■ **Problem to work on**: The lines to find are those in the entries that hold the word "mouth"; copy every one of them.

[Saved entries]
########
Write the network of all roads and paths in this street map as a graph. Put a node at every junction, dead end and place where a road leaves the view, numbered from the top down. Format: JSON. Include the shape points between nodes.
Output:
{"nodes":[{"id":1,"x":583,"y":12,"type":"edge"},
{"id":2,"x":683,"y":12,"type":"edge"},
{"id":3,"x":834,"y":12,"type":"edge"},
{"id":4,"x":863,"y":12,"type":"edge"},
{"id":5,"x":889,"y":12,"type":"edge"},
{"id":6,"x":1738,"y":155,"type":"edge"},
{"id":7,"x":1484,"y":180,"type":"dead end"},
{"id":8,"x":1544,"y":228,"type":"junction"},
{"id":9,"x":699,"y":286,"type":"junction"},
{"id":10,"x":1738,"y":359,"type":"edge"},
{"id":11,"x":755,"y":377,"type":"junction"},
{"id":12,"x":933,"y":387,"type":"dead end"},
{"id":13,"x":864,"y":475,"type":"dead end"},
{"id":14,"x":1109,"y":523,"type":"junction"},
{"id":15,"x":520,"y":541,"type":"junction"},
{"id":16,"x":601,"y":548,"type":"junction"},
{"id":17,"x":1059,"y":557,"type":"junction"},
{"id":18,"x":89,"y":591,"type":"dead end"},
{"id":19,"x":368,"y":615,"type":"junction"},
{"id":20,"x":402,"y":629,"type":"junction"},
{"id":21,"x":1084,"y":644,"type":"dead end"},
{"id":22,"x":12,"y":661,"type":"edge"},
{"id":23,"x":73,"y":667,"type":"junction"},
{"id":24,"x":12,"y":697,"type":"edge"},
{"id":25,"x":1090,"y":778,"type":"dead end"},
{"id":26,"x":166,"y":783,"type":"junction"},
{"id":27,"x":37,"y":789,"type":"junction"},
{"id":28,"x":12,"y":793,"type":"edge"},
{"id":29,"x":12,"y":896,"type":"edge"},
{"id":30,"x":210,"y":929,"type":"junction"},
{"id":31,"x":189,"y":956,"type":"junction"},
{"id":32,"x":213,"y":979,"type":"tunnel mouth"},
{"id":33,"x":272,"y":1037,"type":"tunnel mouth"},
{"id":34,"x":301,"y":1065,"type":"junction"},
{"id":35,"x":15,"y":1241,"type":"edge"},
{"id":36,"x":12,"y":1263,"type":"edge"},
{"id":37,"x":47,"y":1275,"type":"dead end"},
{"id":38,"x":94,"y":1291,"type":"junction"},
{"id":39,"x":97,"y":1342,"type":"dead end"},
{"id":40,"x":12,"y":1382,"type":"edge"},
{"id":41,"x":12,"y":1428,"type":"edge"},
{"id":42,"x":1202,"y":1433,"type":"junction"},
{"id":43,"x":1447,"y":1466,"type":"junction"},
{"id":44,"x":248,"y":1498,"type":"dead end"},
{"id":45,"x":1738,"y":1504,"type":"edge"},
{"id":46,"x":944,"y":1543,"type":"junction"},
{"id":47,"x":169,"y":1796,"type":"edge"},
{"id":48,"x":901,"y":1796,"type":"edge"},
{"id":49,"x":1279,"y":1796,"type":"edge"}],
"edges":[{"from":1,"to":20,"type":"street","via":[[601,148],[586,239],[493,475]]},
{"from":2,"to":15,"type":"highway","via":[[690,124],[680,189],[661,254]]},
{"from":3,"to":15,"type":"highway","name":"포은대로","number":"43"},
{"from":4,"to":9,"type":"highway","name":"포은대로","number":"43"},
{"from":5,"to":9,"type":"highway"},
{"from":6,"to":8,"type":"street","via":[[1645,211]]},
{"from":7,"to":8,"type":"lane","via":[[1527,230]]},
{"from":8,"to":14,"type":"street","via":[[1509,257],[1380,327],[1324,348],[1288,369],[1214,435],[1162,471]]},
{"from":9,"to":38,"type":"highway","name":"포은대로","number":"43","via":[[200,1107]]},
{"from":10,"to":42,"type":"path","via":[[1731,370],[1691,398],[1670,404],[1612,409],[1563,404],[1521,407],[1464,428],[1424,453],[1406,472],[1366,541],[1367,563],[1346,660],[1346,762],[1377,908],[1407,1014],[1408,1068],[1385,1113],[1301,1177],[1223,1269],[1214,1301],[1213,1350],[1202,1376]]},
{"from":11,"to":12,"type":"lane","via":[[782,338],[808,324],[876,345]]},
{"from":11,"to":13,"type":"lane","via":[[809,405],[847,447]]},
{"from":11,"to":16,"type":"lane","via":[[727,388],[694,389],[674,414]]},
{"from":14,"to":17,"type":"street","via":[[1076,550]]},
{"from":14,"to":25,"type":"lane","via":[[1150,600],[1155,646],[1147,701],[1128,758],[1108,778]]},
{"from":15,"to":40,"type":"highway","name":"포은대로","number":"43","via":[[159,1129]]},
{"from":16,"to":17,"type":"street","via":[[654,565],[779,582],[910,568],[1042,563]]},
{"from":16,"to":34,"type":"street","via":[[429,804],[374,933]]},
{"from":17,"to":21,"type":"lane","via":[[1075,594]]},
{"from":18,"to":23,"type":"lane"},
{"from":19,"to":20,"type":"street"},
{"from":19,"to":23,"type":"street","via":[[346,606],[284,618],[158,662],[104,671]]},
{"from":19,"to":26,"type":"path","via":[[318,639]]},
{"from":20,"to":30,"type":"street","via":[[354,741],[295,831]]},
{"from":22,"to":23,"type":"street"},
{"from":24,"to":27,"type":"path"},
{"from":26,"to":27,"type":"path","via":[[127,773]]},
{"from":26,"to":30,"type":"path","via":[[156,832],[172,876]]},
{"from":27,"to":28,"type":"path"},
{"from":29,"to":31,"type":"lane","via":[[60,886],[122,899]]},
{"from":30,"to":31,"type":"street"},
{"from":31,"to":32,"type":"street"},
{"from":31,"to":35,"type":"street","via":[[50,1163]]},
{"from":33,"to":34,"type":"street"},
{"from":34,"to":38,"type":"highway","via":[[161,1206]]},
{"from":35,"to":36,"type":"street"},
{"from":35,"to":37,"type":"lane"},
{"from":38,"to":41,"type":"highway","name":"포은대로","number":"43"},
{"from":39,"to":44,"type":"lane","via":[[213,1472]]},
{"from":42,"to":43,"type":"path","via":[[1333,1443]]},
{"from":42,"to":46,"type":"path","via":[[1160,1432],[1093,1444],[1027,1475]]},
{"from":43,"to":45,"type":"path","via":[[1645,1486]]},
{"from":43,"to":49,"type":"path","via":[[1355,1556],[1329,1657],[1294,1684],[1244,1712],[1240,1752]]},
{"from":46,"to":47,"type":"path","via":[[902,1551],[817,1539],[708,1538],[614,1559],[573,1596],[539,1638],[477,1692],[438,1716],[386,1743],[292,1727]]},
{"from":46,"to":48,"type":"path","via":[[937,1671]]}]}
########
■ **Finished task**:
{"id":32,"x":213,"y":979,"type":"tunnel mouth"},
{"id":33,"x":272,"y":1037,"type":"tunnel mouth"},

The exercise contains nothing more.